- Convenience
- Fleet cards are often accepted all over the country allowing drivers to have quality fueling options no matter where they are travelling.
- Reducing Fuel Expenses
- Fuel is the highest expense in the trucking industry next to vehicle maintenance. Fleet cards are an efficient way to diminish fuel expenses with their nationwide discounts. This is one area where fleet cards tend to stand out against fuel credit cards. Credit cards will often give you %2-%5 back on all fuel purchases up to a certain amount then %1 back on the rest, while fleet cards will tend to offer a per gallon discount that don’t have a gallon limit.
- Strong Controls and Fraud Prevention
- Fleet cards have strong controls that allow managers to limit what drivers can purchase, when they can purchase, and how much they can purchase. Having control like this can help prevent fraud or theft and will help reduce costs overall. When fueling with fleet cards, the driver must also input a PIN number and their odometer reading. If fraud or theft were to bypass the other controls, an odometer out of sequence or the wrong PIN would be obvious red flags that the managers could see on their reports.
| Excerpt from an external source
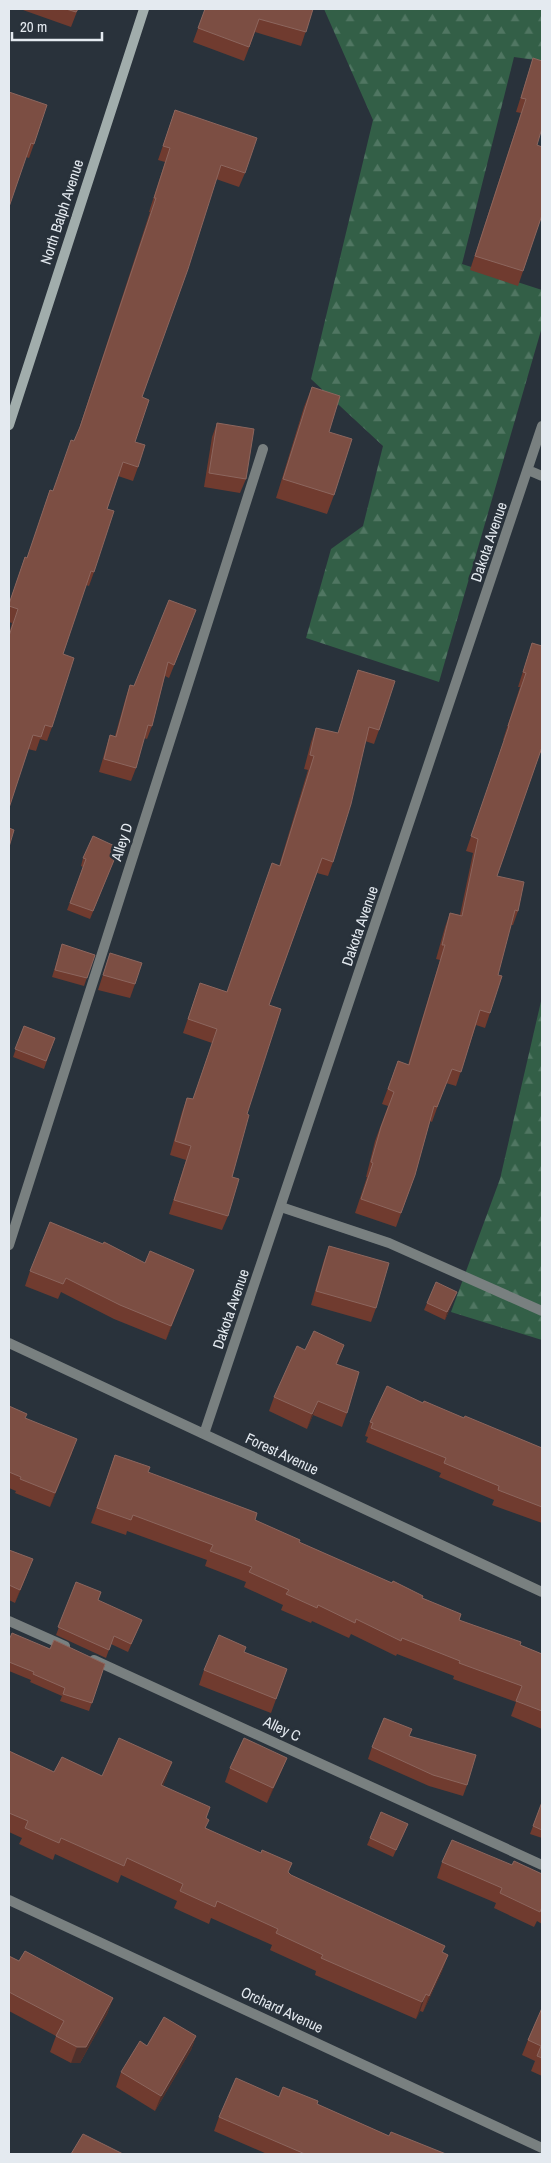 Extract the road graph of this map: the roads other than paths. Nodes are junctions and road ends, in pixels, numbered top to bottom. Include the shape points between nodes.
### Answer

- An online card management portal for managers is another great control to minimize costs and headaches. An online card management portal allows for managers to lock cards or PINs, change PINs, and see live transactions.
- Reporting
- Fleet cards often provide a few reporting options and services. Almost all GPS software will integrate with fleet card data to assist in accurate record keeping. Fleet cards also provide reporting to assist with International Fuel Tax Agreement (IFTA) filings and constant transaction reports for fleet managers.